- Exercise -
Return each line of the records holding the string "Olovska".

- Data extracts -
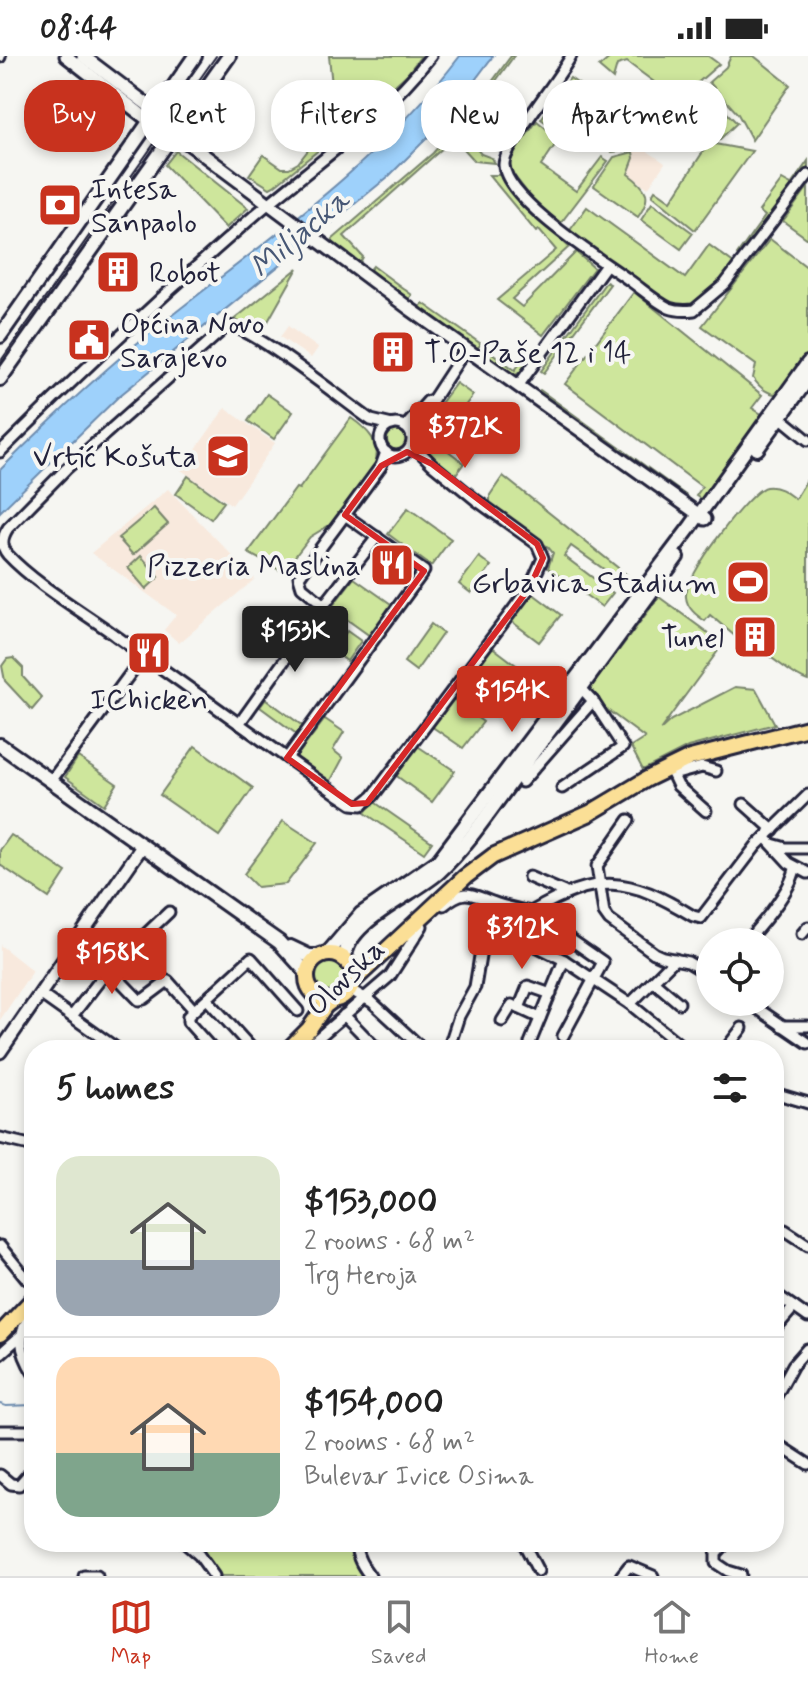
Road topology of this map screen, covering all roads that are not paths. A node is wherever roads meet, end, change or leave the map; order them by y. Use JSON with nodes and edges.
{"nodes":[{"id":1,"x":66,"y":56,"type":"edge"},
{"id":2,"x":83,"y":56,"type":"edge"},
{"id":3,"x":195,"y":56,"type":"edge"},
{"id":4,"x":229,"y":56,"type":"edge"},
{"id":5,"x":431,"y":56,"type":"edge"},
{"id":6,"x":571,"y":56,"type":"edge"},
{"id":7,"x":178,"y":80,"type":"edge"},
{"id":8,"x":213,"y":80,"type":"edge"},
{"id":9,"x":141,"y":106,"type":"edge"},
{"id":10,"x":141,"y":108,"type":"edge"},
{"id":11,"x":141,"y":132,"type":"edge"},
{"id":12,"x":164,"y":152,"type":"edge"},
{"id":13,"x":201,"y":152,"type":"edge"},
{"id":14,"x":808,"y":175,"type":"edge"},
{"id":15,"x":269,"y":203,"type":"junction"},
{"id":16,"x":606,"y":265,"type":"junction"},
{"id":17,"x":0,"y":336,"type":"edge"},
{"id":18,"x":466,"y":349,"type":"junction"},
{"id":19,"x":808,"y":363,"type":"edge"},
{"id":20,"x":0,"y":379,"type":"edge"},
{"id":21,"x":808,"y":379,"type":"edge"},
{"id":22,"x":518,"y":386,"type":"junction"},
{"id":23,"x":780,"y":417,"type":"junction"},
{"id":24,"x":372,"y":420,"type":"junction"},
{"id":25,"x":392,"y":425,"type":"junction"},
{"id":26,"x":381,"y":435,"type":"junction"},
{"id":27,"x":409,"y":439,"type":"junction"},
{"id":28,"x":808,"y":440,"type":"edge"},
{"id":29,"x":0,"y":452,"type":"edge"},
{"id":30,"x":390,"y":454,"type":"junction"},
{"id":31,"x":345,"y":515,"type":"junction"},
{"id":32,"x":702,"y":517,"type":"junction"},
{"id":33,"x":377,"y":537,"type":"junction"},
{"id":34,"x":324,"y":605,"type":"junction"},
{"id":35,"x":144,"y":655,"type":"junction"},
{"id":36,"x":581,"y":688,"type":"junction"},
{"id":37,"x":593,"y":701,"type":"junction"},
{"id":38,"x":239,"y":724,"type":"junction"},
{"id":39,"x":808,"y":728,"type":"edge"},
{"id":40,"x":0,"y":745,"type":"edge"},
{"id":41,"x":287,"y":758,"type":"junction"},
{"id":42,"x":671,"y":771,"type":"junction"},
{"id":43,"x":716,"y":771,"type":"dead end"},
{"id":44,"x":51,"y":781,"type":"junction"},
{"id":45,"x":522,"y":782,"type":"dead end"},
{"id":46,"x":562,"y":788,"type":"dead end"},
{"id":47,"x":808,"y":795,"type":"edge"},
{"id":48,"x":744,"y":804,"type":"dead end"},
{"id":49,"x":706,"y":811,"type":"dead end"},
{"id":50,"x":629,"y":820,"type":"dead end"},
{"id":51,"x":769,"y":837,"type":"junction"},
{"id":52,"x":143,"y":845,"type":"junction"},
{"id":53,"x":808,"y":848,"type":"edge"},
{"id":54,"x":795,"y":869,"type":"junction"},
{"id":55,"x":808,"y":873,"type":"edge"},
{"id":56,"x":529,"y":877,"type":"dead end"},
{"id":57,"x":601,"y":887,"type":"junction"},
{"id":58,"x":564,"y":892,"type":"junction"},
{"id":59,"x":169,"y":912,"type":"dead end"},
{"id":60,"x":531,"y":912,"type":"junction"},
{"id":61,"x":756,"y":928,"type":"edge"},
{"id":62,"x":279,"y":942,"type":"junction"},
{"id":63,"x":382,"y":952,"type":"junction"},
{"id":64,"x":323,"y":956,"type":"junction"},
{"id":65,"x":675,"y":959,"type":"junction"},
{"id":66,"x":564,"y":960,"type":"junction"},
{"id":67,"x":347,"y":963,"type":"junction"},
{"id":68,"x":400,"y":964,"type":"junction"},
{"id":69,"x":696,"y":966,"type":"edge"},
{"id":70,"x":109,"y":969,"type":"junction"},
{"id":71,"x":307,"y":973,"type":"junction"},
{"id":72,"x":593,"y":978,"type":"junction"},
{"id":73,"x":653,"y":981,"type":"junction"},
{"id":74,"x":351,"y":985,"type":"junction"},
{"id":75,"x":313,"y":992,"type":"junction"},
{"id":76,"x":40,"y":994,"type":"junction"},
{"id":77,"x":551,"y":994,"type":"junction"},
{"id":78,"x":366,"y":997,"type":"junction"},
{"id":79,"x":207,"y":999,"type":"junction"},
{"id":80,"x":333,"y":1000,"type":"junction"},
{"id":81,"x":679,"y":1003,"type":"dead end"},
{"id":82,"x":630,"y":1004,"type":"junction"},
{"id":83,"x":519,"y":1008,"type":"junction"},
{"id":84,"x":194,"y":1010,"type":"junction"},
{"id":85,"x":298,"y":1011,"type":"dead end"},
{"id":86,"x":344,"y":1015,"type":"junction"},
{"id":87,"x":72,"y":1016,"type":"junction"},
{"id":88,"x":768,"y":1016,"type":"edge"},
{"id":89,"x":540,"y":1018,"type":"junction"},
{"id":90,"x":502,"y":1021,"type":"dead end"},
{"id":91,"x":782,"y":1026,"type":"junction"},
{"id":92,"x":808,"y":1026,"type":"edge"},
{"id":93,"x":742,"y":1028,"type":"dead end"},
{"id":94,"x":563,"y":1036,"type":"dead end"},
{"id":95,"x":105,"y":1040,"type":"edge"},
{"id":96,"x":204,"y":1040,"type":"edge"},
{"id":97,"x":244,"y":1040,"type":"edge"},
{"id":98,"x":304,"y":1040,"type":"edge"},
{"id":99,"x":306,"y":1040,"type":"edge"},
{"id":100,"x":312,"y":1040,"type":"edge"},
{"id":101,"x":368,"y":1040,"type":"edge"},
{"id":102,"x":413,"y":1040,"type":"edge"},
{"id":103,"x":451,"y":1040,"type":"edge"},
{"id":104,"x":531,"y":1040,"type":"edge"},
{"id":105,"x":672,"y":1040,"type":"edge"},
{"id":106,"x":733,"y":1040,"type":"edge"},
{"id":107,"x":808,"y":1043,"type":"edge"},
{"id":108,"x":0,"y":1052,"type":"edge"},
{"id":109,"x":784,"y":1096,"type":"edge"},
{"id":110,"x":808,"y":1103,"type":"edge"},
{"id":111,"x":1,"y":1139,"type":"edge"},
{"id":112,"x":24,"y":1144,"type":"edge"},
{"id":113,"x":784,"y":1231,"type":"edge"},
{"id":114,"x":808,"y":1245,"type":"edge"},
{"id":115,"x":0,"y":1246,"type":"edge"},
{"id":116,"x":24,"y":1275,"type":"edge"},
{"id":117,"x":784,"y":1300,"type":"edge"},
{"id":118,"x":794,"y":1307,"type":"junction"},
{"id":119,"x":24,"y":1309,"type":"edge"},
{"id":120,"x":808,"y":1317,"type":"edge"},
{"id":121,"x":784,"y":1318,"type":"edge"},
{"id":122,"x":24,"y":1333,"type":"joint"},
{"id":123,"x":0,"y":1334,"type":"edge"},
{"id":124,"x":807,"y":1349,"type":"edge"},
{"id":125,"x":0,"y":1354,"type":"edge"},
{"id":126,"x":24,"y":1356,"type":"edge"},
{"id":127,"x":784,"y":1382,"type":"edge"},
{"id":128,"x":0,"y":1431,"type":"edge"},
{"id":129,"x":24,"y":1431,"type":"edge"},
{"id":130,"x":784,"y":1448,"type":"edge"},
{"id":131,"x":808,"y":1464,"type":"edge"},
{"id":132,"x":0,"y":1475,"type":"edge"},
{"id":133,"x":24,"y":1479,"type":"edge"},
{"id":134,"x":196,"y":1552,"type":"edge"},
{"id":135,"x":357,"y":1552,"type":"edge"},
{"id":136,"x":528,"y":1552,"type":"edge"},
{"id":137,"x":718,"y":1552,"type":"edge"},
{"id":138,"x":538,"y":1571,"type":"dead end"},
{"id":139,"x":741,"y":1575,"type":"edge"},
{"id":140,"x":84,"y":1576,"type":"edge"},
{"id":141,"x":97,"y":1576,"type":"edge"},
{"id":142,"x":214,"y":1576,"type":"edge"},
{"id":143,"x":370,"y":1576,"type":"edge"},
{"id":144,"x":621,"y":1576,"type":"edge"},
{"id":145,"x":653,"y":1576,"type":"edge"}],
"edges":[{"from":1,"to":10,"type":"street"},
{"from":2,"to":9,"type":"street"},
{"from":3,"to":7,"type":"main road"},
{"from":4,"to":8,"type":"main road"},
{"from":5,"to":15,"type":"street"},
{"from":6,"to":16,"type":"street"},
{"from":11,"to":17,"type":"main road"},
{"from":12,"to":20,"type":"main road"},
{"from":13,"to":15,"type":"street"},
{"from":14,"to":16,"type":"street"},
{"from":15,"to":18,"type":"street"},
{"from":15,"to":29,"type":"street"},
{"from":16,"to":22,"type":"street"},
{"from":18,"to":22,"type":"street"},
{"from":18,"to":27,"type":"street"},
{"from":19,"to":32,"type":"main road"},
{"from":21,"to":23,"type":"main road"},
{"from":22,"to":32,"type":"street"},
{"from":23,"to":28,"type":"street"},
{"from":23,"to":32,"type":"main road"},
{"from":24,"to":25,"type":"street"},
{"from":24,"to":26,"type":"street"},
{"from":24,"to":35,"type":"street"},
{"from":25,"to":26,"type":"street"},
{"from":25,"to":27,"type":"street"},
{"from":26,"to":30,"type":"street"},
{"from":27,"to":30,"type":"street"},
{"from":27,"to":41,"type":"street"},
{"from":30,"to":31,"type":"street"},
{"from":31,"to":33,"type":"street"},
{"from":31,"to":34,"type":"street"},
{"from":32,"to":36,"type":"main road"},
{"from":32,"to":64,"type":"main road"},
{"from":33,"to":34,"type":"street"},
{"from":33,"to":41,"type":"street"},
{"from":34,"to":38,"type":"street"},
{"from":35,"to":38,"type":"street"},
{"from":35,"to":44,"type":"street"},
{"from":36,"to":37,"type":"street"},
{"from":36,"to":67,"type":"main road"},
{"from":37,"to":45,"type":"street"},
{"from":37,"to":46,"type":"street"},
{"from":38,"to":41,"type":"street"},
{"from":39,"to":42,"type":"main road"},
{"from":40,"to":44,"type":"main road"},
{"from":42,"to":43,"type":"street"},
{"from":42,"to":49,"type":"street"},
{"from":42,"to":63,"type":"main road"},
{"from":44,"to":52,"type":"main road"},
{"from":47,"to":51,"type":"street"},
{"from":48,"to":51,"type":"street"},
{"from":50,"to":57,"type":"street"},
{"from":51,"to":53,"type":"street"},
{"from":51,"to":54,"type":"street"},
{"from":51,"to":57,"type":"street"},
{"from":52,"to":62,"type":"main road"},
{"from":52,"to":76,"type":"street"},
{"from":54,"to":55,"type":"street"},
{"from":54,"to":61,"type":"street"},
{"from":56,"to":58,"type":"street"},
{"from":57,"to":58,"type":"street"},
{"from":57,"to":65,"type":"street"},
{"from":58,"to":60,"type":"street"},
{"from":59,"to":70,"type":"street"},
{"from":60,"to":68,"type":"street","name":"Olovska"},
{"from":60,"to":72,"type":"street","name":"Olovska"},
{"from":62,"to":64,"type":"main road"},
{"from":62,"to":71,"type":"main road"},
{"from":63,"to":67,"type":"main road"},
{"from":63,"to":68,"type":"street"},
{"from":63,"to":74,"type":"main road"},
{"from":64,"to":67,"type":"main road"},
{"from":64,"to":71,"type":"main road"},
{"from":65,"to":69,"type":"street"},
{"from":65,"to":73,"type":"street"},
{"from":66,"to":72,"type":"street"},
{"from":66,"to":77,"type":"street"},
{"from":66,"to":103,"type":"street"},
{"from":67,"to":74,"type":"main road"},
{"from":68,"to":78,"type":"street","name":"Olovska"},
{"from":70,"to":84,"type":"street"},
{"from":70,"to":87,"type":"street"},
{"from":71,"to":75,"type":"main road"},
{"from":72,"to":82,"type":"street"},
{"from":72,"to":94,"type":"street"},
{"from":73,"to":81,"type":"street"},
{"from":73,"to":82,"type":"street"},
{"from":74,"to":78,"type":"street"},
{"from":74,"to":80,"type":"main road"},
{"from":75,"to":80,"type":"main road"},
{"from":75,"to":98,"type":"main road"},
{"from":76,"to":87,"type":"street"},
{"from":76,"to":108,"type":"street"},
{"from":77,"to":83,"type":"street"},
{"from":77,"to":89,"type":"street"},
{"from":78,"to":86,"type":"street","name":"Olovska"},
{"from":78,"to":102,"type":"street"},
{"from":79,"to":84,"type":"street"},
{"from":79,"to":85,"type":"street"},
{"from":79,"to":97,"type":"street"},
{"from":80,"to":99,"type":"main road"},
{"from":82,"to":105,"type":"street"},
{"from":83,"to":89,"type":"street"},
{"from":83,"to":90,"type":"street"},
{"from":84,"to":96,"type":"street"},
{"from":86,"to":100,"type":"street","name":"Olovska"},
{"from":86,"to":101,"type":"street"},
{"from":87,"to":95,"type":"street"},
{"from":88,"to":91,"type":"street"},
{"from":89,"to":104,"type":"street"},
{"from":91,"to":92,"type":"street"},
{"from":91,"to":107,"type":"street"},
{"from":93,"to":106,"type":"street"},
{"from":109,"to":110,"type":"street"},
{"from":111,"to":112,"type":"street"},
{"from":113,"to":114,"type":"street"},
{"from":115,"to":116,"type":"street"},
{"from":117,"to":118,"type":"street"},
{"from":118,"to":120,"type":"street"},
{"from":118,"to":121,"type":"street"},
{"from":119,"to":123,"type":"main road"},
{"from":122,"to":125,"type":"street"},
{"from":122,"to":126,"type":"street"},
{"from":124,"to":127,"type":"street"},
{"from":128,"to":129,"type":"street"},
{"from":130,"to":131,"type":"street"},
{"from":132,"to":133,"type":"street"},
{"from":134,"to":142,"type":"street"},
{"from":135,"to":143,"type":"street"},
{"from":136,"to":138,"type":"street"},
{"from":137,"to":139,"type":"street"},
{"from":140,"to":141,"type":"street"},
{"from":144,"to":145,"type":"street"}]}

- The answer -
{"from":60,"to":68,"type":"street","name":"Olovska"},
{"from":60,"to":72,"type":"street","name":"Olovska"},
{"from":68,"to":78,"type":"street","name":"Olovska"},
{"from":78,"to":86,"type":"street","name":"Olovska"},
{"from":86,"to":100,"type":"street","name":"Olovska"},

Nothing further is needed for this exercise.